Birding the whole park in an hour is possible, but seeing more than 25 species usually takes 2+ hours. Winter months are typically the most productive, often producing 35-40 different birds during a longer visit.
Note: The bridge that used to connect the eastern and western halves of this park is no longer present due to the historic 2015 Memorial Day flood. Birding both halves requires driving to each side separately.
Google Maps will automatically take you to the eastern parking lot on Grove Blvd., which is the side that has the nature trail loop but less river access. To bird the west side (dam side), use the parking lot off S Pleasant Valley Road (gmaps).
The nature trail loop is pretty straightforward. The northern half is more shrubby, while the southern half is more heavily wooded with taller trees. Use your ears to first detect birds since there’s plenty of vegetation for them to hide in.
At the halfway point the path turns back at a sharp angle. Here you’ll see a closed gate where the bridge used to be. It should be rebuilt by the end of 2020.
The western half of the park is mostly baseball fields, but also has the nature trail that runs along the river. View of the river is mostly blocked by trees, but there are several clearings that provide a good view of the river and the dam. These overlook points are a great spot to pause for a few minutes and see what flies by. You may get an Osprey, heron or egret, or a calling kingfisher. Ringed Kingfishers are occasionally seen here, but Belted is far more common.

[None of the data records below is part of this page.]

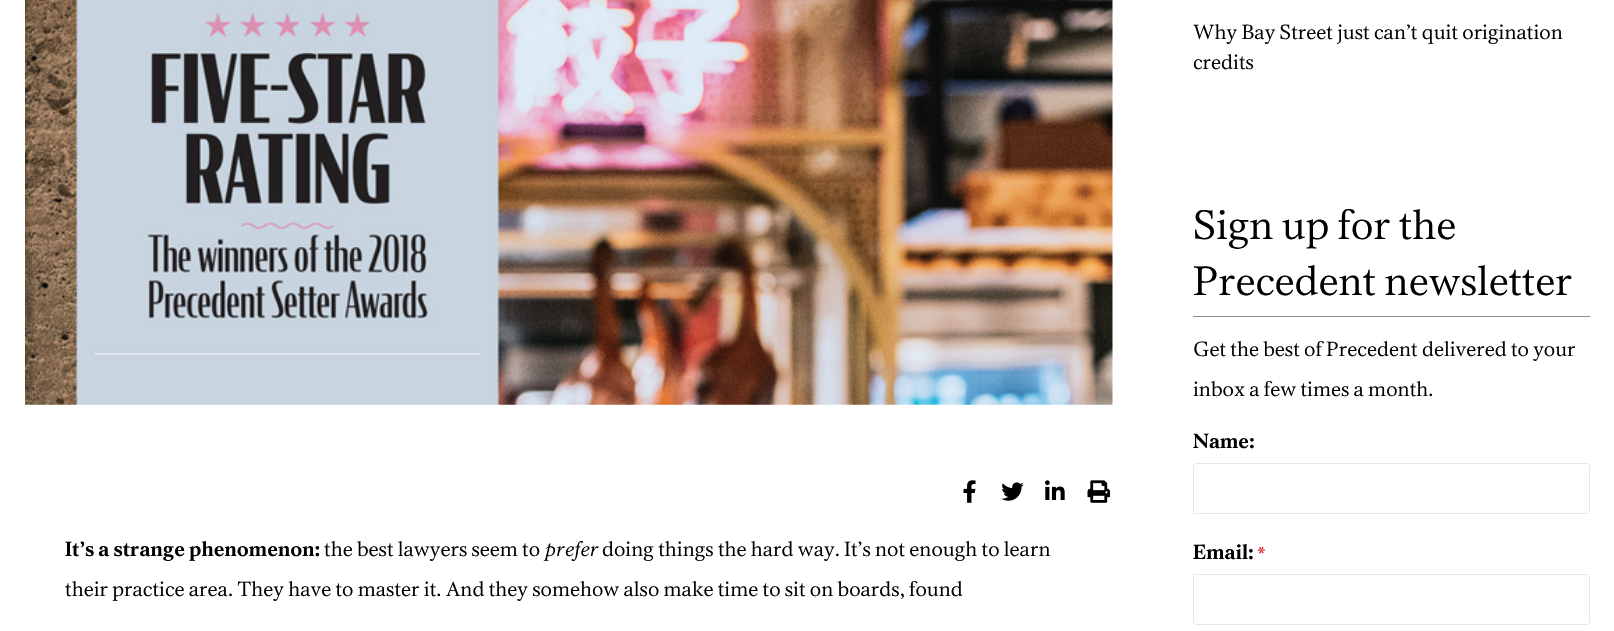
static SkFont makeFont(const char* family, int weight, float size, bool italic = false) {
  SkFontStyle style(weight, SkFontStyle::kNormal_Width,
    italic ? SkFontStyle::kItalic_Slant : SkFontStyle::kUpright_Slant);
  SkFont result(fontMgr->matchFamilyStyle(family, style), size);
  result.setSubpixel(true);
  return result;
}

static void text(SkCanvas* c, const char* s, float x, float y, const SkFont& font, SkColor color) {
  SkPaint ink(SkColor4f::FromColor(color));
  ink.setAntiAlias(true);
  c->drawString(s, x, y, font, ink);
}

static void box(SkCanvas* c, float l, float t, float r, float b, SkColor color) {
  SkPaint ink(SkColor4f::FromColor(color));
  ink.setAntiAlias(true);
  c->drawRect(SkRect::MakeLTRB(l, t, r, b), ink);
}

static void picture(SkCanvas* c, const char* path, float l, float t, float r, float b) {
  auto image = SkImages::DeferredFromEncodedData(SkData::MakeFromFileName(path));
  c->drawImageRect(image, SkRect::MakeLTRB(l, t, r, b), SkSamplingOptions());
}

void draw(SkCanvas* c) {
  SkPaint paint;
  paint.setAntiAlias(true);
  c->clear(0xffffffff);
  SkFont face1 = makeFont("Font", 400, 20);
  text(c, "Why Bay Street just can’t quit origination", 1193, 39, face1, 0xff000000);
  text(c, "credits", 1193, 69, face1, 0xff000000);
  box(c, 1193, 316, 1590, 317, 0xff8b8d94);
  SkFont face2 = makeFont("Font", 400, 40);
  text(c, "Sign up for the", 1193, 239, face2, 0xff000000);
  text(c, "Precedent newsletter", 1193, 295, face2, 0xff000000);
  text(c, "Get the best of Precedent delivered to your", 1193, 356, face1, 0xff000000);
  text(c, "inbox a few times a month.", 1193, 396, face1, 0xff000000);
  SkFont face3 = makeFont("Font", 700, 20);
  text(c, "Name:", 1193, 448, face3, 0xff000000);
  paint.setStyle(SkPaint::kStroke_Style);
  paint.setStrokeWidth(1);
  paint.setColor(0xffe7e7e7);
  c->drawRoundRect(SkRect::MakeLTRB(1193.5f, 463.5f, 1589.5f, 513.5f), 2, 2, paint);
  text(c, "Email:", 1193, 559, face3, 0xff000000);
  SkFont face4 = makeFont("Font", 700, 16);
  text(c, "*", 1257, 559, face4, 0xffe11b22);
  c->drawRoundRect(SkRect::MakeLTRB(1193.5f, 574.5f, 1589.5f, 624.5f), 2, 2, paint);
  picture(c, "img_01.png", 25, 0, 1113, 405);
  picture(c, "img_02.png", 963, 480, 976, 503);
  picture(c, "img_03.png", 1001, 482, 1024, 501);
  picture(c, "img_04.png", 1045, 480, 1065, 500);
  picture(c, "img_05.png", 1087, 480, 1110, 503);
  text(c, "It’s a strange phenomenon:", 65, 556, face3, 0xff000000);
  text(c, "the best lawyers seem to", 324, 556, face1, 0xff000000);
  SkFont face5 = makeFont("Font", 400, 20, true);
  text(c, "prefer", 545, 556, face5, 0xff000000);
  text(c, "doing things the hard way. It’s not enough to learn", 602, 556, face1, 0xff000000);
  text(c, "their practice area. They have to master it. And they somehow also make time to sit on boards, found", 65, 596, face1, 0xff000000);
}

Just up the road from the dam, next to the small parking lot, is a pedestrian tunnel. It’s easy to miss if you’re not looking for it. Walk through it and you’ll come out next to Lady Bird Lake.
The trail turns left and continues along the lake and follow the river for several miles.
If you turn right immediately after exiting the tunnel and walk a short distance, you’ll get a great view of open water and this side of the dam. Scan for ducks, cormorants, and gulls on and over the lake.
There’s not really any big birding secrets to this park. Just keep your ears open for birds calling out of sight, and look up often for flyover vultures and raptors.
Other Important Info
Here is an in-browser PDF map of Roy Guerrero Park.
Although the bridge connecting the trail loop and the dam is out, it is possible to cross the drainage for those determined enough. It just requires some light hiking and climbing.
There’s even an established, but unofficial, footpath to follow due to people walking across. Otherwise, driving to the other side takes 8-10 minutes.
Also note that if baseball games are happening, the parking lots may be crowded. Early morning visitors likely won’t need to worry about this.